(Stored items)
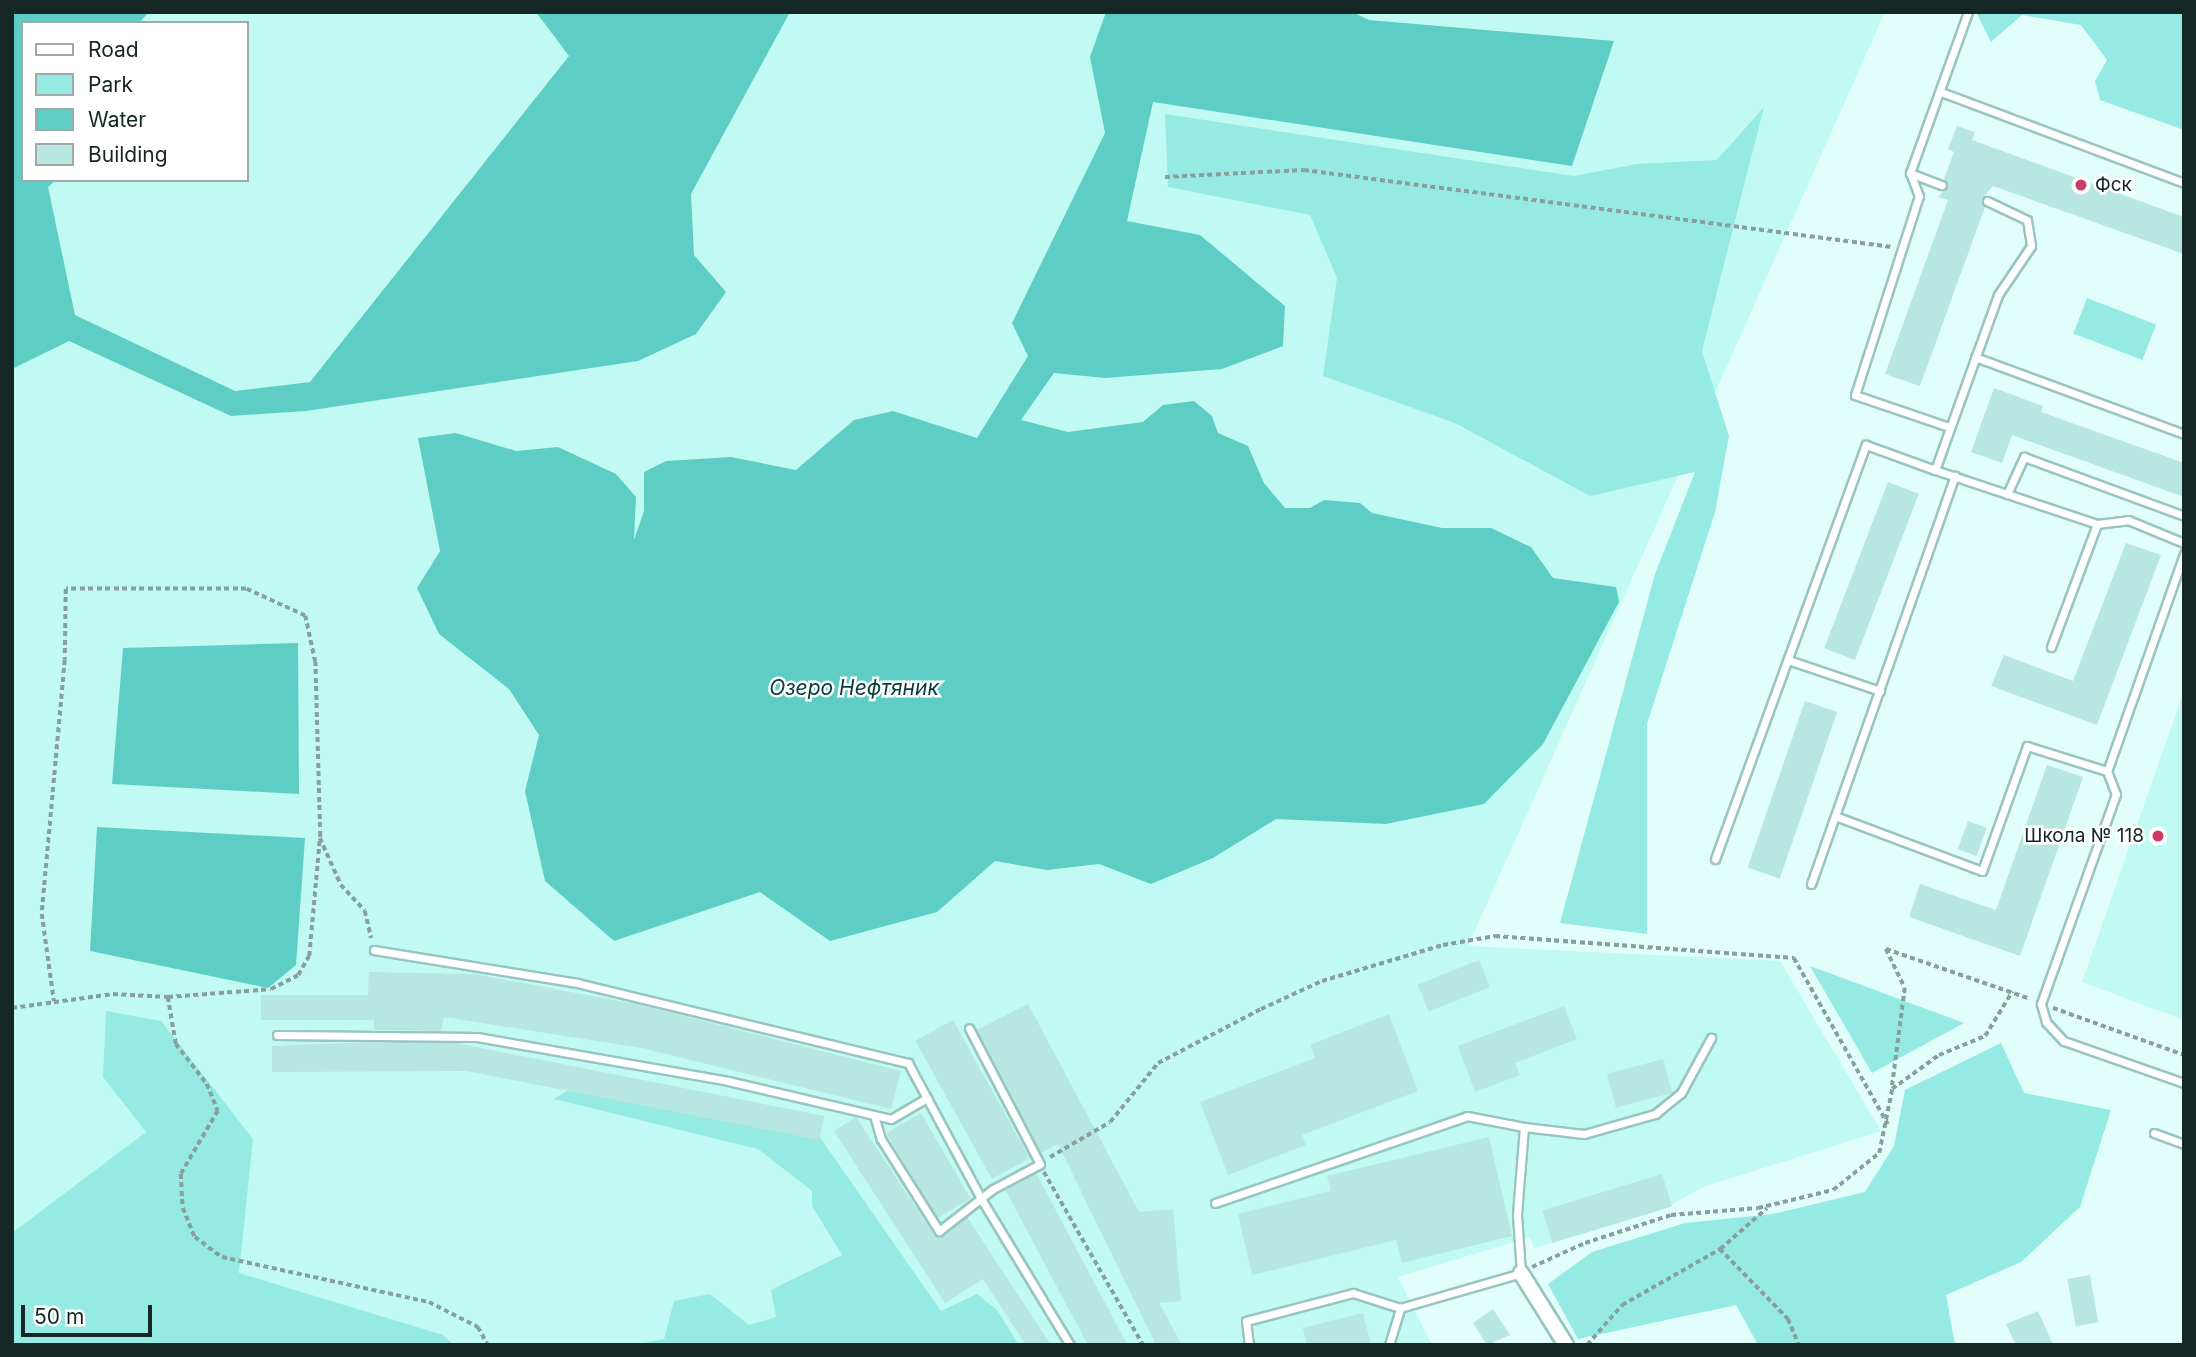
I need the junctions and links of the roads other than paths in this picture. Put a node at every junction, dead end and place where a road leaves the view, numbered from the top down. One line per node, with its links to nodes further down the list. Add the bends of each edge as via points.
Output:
1 (1968, 12): 2 (lane)
2 (1941, 92): 3 (lane); 4 (lane)
3 (1910, 173): 5 (lane); 8 (lane, via 1920,196 1855,395)
4 (2184, 183)
5 (1942, 185)
6 (1987, 201): 7 (lane, via 2027,220 2031,246 1998,295)
7 (1975, 357): 8 (lane); 9 (lane)
8 (1949, 427): 10 (lane)
9 (2184, 434)
10 (1936, 470): 11 (lane); 18 (lane, via 1866,445)
11 (1955, 476): 12 (lane); 19 (lane)
12 (2007, 494): 13 (lane, via 2024,457); 14 (lane)
13 (2184, 516)
14 (2097, 524): 15 (lane, via 2128,520); 17 (lane)
15 (2184, 543)
16 (2184, 554): 20 (lane)
17 (2051, 647)
18 (1788, 660): 19 (lane); 22 (lane)
19 (1880, 691): 21 (lane)
20 (2106, 771): 21 (lane, via 2027,746 1982,871); 28 (lane, via 2116,794 2041,1004 2046,1022 2064,1041)
21 (1835, 816): 23 (lane)
22 (1715, 859)
23 (1811, 884)
24 (374, 950): 29 (lane, via 577,983 908,1063)
25 (969, 1028): 34 (lane, via 1040,1164 993,1189)
26 (277, 1035): 30 (lane, via 477,1037 728,1081)
27 (1711, 1038): 31 (lane, via 1681,1093 1655,1114 1584,1133)
28 (2184, 1083)
29 (927, 1098): 30 (lane, via 891,1119); 34 (lane)
30 (874, 1115): 34 (lane, via 881,1139 939,1231)
31 (1524, 1127): 35 (lane, via 1467,1116); 36 (lane, via 1517,1214)
32 (2154, 1133): 33 (lane)
33 (2184, 1144)
34 (983, 1202): 38 (lane)
35 (1215, 1203)
36 (1521, 1273): 37 (lane); 41 (street)
37 (1400, 1308): 39 (lane, via 1353,1293 1245,1321); 40 (lane)
38 (1070, 1345)
39 (1249, 1345)
40 (1389, 1345)
41 (1566, 1345)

** Aim of the exercise **
The data above must be given back verbatim, minus its images.

** Task response **
I need the junctions and links of the roads other than paths in this picture. Put a node at every junction, dead end and place where a road leaves the view, numbered from the top down. One line per node, with its links to nodes further down the list. Add the bends of each edge as via points.
Output:
1 (1968, 12): 2 (lane)
2 (1941, 92): 3 (lane); 4 (lane)
3 (1910, 173): 5 (lane); 8 (lane, via 1920,196 1855,395)
4 (2184, 183)
5 (1942, 185)
6 (1987, 201): 7 (lane, via 2027,220 2031,246 1998,295)
7 (1975, 357): 8 (lane); 9 (lane)
8 (1949, 427): 10 (lane)
9 (2184, 434)
10 (1936, 470): 11 (lane); 18 (lane, via 1866,445)
11 (1955, 476): 12 (lane); 19 (lane)
12 (2007, 494): 13 (lane, via 2024,457); 14 (lane)
13 (2184, 516)
14 (2097, 524): 15 (lane, via 2128,520); 17 (lane)
15 (2184, 543)
16 (2184, 554): 20 (lane)
17 (2051, 647)
18 (1788, 660): 19 (lane); 22 (lane)
19 (1880, 691): 21 (lane)
20 (2106, 771): 21 (lane, via 2027,746 1982,871); 28 (lane, via 2116,794 2041,1004 2046,1022 2064,1041)
21 (1835, 816): 23 (lane)
22 (1715, 859)
23 (1811, 884)
24 (374, 950): 29 (lane, via 577,983 908,1063)
25 (969, 1028): 34 (lane, via 1040,1164 993,1189)
26 (277, 1035): 30 (lane, via 477,1037 728,1081)
27 (1711, 1038): 31 (lane, via 1681,1093 1655,1114 1584,1133)
28 (2184, 1083)
29 (927, 1098): 30 (lane, via 891,1119); 34 (lane)
30 (874, 1115): 34 (lane, via 881,1139 939,1231)
31 (1524, 1127): 35 (lane, via 1467,1116); 36 (lane, via 1517,1214)
32 (2154, 1133): 33 (lane)
33 (2184, 1144)
34 (983, 1202): 38 (lane)
35 (1215, 1203)
36 (1521, 1273): 37 (lane); 41 (street)
37 (1400, 1308): 39 (lane, via 1353,1293 1245,1321); 40 (lane)
38 (1070, 1345)
39 (1249, 1345)
40 (1389, 1345)
41 (1566, 1345)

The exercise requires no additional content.